Race-related hate crime remains the most prevalent type of hate crime recorded by police, making up almost two-thirds of the total number of crimes. In total, almost 7,000 crimes were recorded in 2021/22, with 6,927 incidents in total – the highest since 2014/15 when 7,029 were recorded by police.
The report examined hate crimes, which covers any crime that is perceived by the victim or any other person, to be motivated (wholly or partly) by malice and ill-will towards a social group. Aggravators covered by the report include race, disability, religion, sexual orientation and transgender identity.
Not all hate-related incidents which come to the attention of the police will necessarily mean a criminal offence has taken place, though the majority do fit that criteria, the report states.
Hate crimes where the aggravator was transgender identity have seen the steepest increase both in the last year and since 2014/15 when the data begins.
They have risen 68 per cent between 2020/21 and 2021/22, from 110 to 185 incidents, and are the most likely to come from online sources, with more of a quarter (27 per cent) being “cyber-enabled”.
This has occurred at the same time as the debate around the Scottish Government’s Gender Recognition Reform Bill, but the report does not make a direct link.
Maggie Chapman, the Scottish Green’s equalities spokesperson, said the rise in transgender aggravated hate crime was “fuelled by a cynical campaign of vicious lies and smears”.
She said: “We should all be angry about the appalling increase in transphobic incidents in Scotland. This awful rise must also not be viewed out of context. It has been fuelled by a cynical campaign of vicious lies and smears spread about our trans siblings.
"Much of it has been whipped-up and encouraged by powerful voices, such as those with significant public platforms and those in the UK Government who want to distract from their own failings. "
Scottish Conservative equalities spokesperson, Rachael Hamilton, accused Ms Chapman of making some of the “most inflammatory and divisive language” during the debate around gender reform.
She said: “No-one should ever be targeted or attacked for their gender identity, and this rise in hate crimes against transgender people is appalling.

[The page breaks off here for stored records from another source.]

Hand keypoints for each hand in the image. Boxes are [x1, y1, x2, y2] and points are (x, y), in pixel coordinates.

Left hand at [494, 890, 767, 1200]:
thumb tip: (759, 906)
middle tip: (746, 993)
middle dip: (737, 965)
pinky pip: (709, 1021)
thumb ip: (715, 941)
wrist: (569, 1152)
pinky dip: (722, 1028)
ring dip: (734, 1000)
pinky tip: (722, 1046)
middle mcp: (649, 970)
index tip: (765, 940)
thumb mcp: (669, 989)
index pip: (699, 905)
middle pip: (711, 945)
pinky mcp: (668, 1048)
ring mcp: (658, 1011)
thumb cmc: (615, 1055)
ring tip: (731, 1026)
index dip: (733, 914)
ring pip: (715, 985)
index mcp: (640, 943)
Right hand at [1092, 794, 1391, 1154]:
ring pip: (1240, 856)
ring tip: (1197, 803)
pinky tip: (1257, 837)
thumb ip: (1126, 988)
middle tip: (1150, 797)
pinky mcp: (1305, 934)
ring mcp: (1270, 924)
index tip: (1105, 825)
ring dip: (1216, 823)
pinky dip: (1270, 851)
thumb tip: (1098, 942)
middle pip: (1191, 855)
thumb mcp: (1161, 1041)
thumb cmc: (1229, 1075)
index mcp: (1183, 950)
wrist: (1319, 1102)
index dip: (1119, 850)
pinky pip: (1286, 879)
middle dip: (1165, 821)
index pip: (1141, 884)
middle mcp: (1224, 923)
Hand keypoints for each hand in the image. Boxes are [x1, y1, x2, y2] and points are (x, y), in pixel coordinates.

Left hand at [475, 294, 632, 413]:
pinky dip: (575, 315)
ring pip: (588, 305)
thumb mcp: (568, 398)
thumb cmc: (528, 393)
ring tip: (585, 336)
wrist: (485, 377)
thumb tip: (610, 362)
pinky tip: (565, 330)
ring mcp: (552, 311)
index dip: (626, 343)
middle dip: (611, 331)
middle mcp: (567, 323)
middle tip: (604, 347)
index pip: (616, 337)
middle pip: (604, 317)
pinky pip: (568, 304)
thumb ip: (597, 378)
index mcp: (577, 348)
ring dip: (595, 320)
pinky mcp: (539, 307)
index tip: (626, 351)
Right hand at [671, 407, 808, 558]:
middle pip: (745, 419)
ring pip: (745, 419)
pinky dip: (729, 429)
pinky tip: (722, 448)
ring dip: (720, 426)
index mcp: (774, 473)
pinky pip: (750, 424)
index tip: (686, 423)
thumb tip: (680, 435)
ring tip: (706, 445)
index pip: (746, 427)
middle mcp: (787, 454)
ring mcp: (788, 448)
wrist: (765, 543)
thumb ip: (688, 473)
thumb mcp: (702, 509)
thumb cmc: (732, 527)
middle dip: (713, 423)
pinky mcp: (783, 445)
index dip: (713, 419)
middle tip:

“However the idea that this has been ‘whipped up’ by the UK Government is malicious, unfounded and untrue. While the debate about the SNP’s Gender Recognition Reforms has evoked strong feelings on both sides, the UK Government and the Scottish Conservatives have used sensitive and respectful language throughout.
“By contrast, it has been a minority of supporters of this bill – such as Maggie Chapman – who have used some of the most inflammatory and divisive language when discussing this sensitive issue.
“We have always been clear that trans people deserve support, respect and recognition – but this must not come at the expense of the rights and safety of women and girls.”
Since 2014/15, the number of hate crimes against transgender people have almost quadrupled, from 53 to 185.
This is also the steepest rise, with disability-related hate crimes more than doubling in that time from 260 to 552. Disability-related hate crime also saw a steep increase in 2021/22, up 26 per cent in a year from 435 to 552 crimes.
Hate crimes based on sexual orientation are the second most prevalent, and have risen by almost two thirds (67 per cent) in seven years, with a 10 per cent rise from 1,683 to 1,855.
Religion-based hate crime has dropped from 578 to 478 in a year – a fall of 17 per cent – and has declined by 29 per cent since 2014/15 when there were 682 hate crimes with that aggravator.
Race aggravated hate crime remains the most prevalent in Scotland. However, there has been a steady decline in this type of hate crime over the past seven years, down 17 per cent from almost 5,200 to just over 4,200.
These types of crime also decreased by a percentage point in the last year, down from 4,316 to 4,263.
None of these crimes will have been prosecuted under the Scottish Government’s Hate Crime Bill as that is yet to come into force. The Scotsman revealed this could be delayed until at least 2024 due to concerns from the police about workload and the need for a new IT system at Police Scotland.
Justice secretary Keith Brown said: “Today’s figures are a reminder we must work to tackle hatred and confront prejudice wherever it occurs. We unequivocally condemn any form of hate crime, which has no place in Scotland.”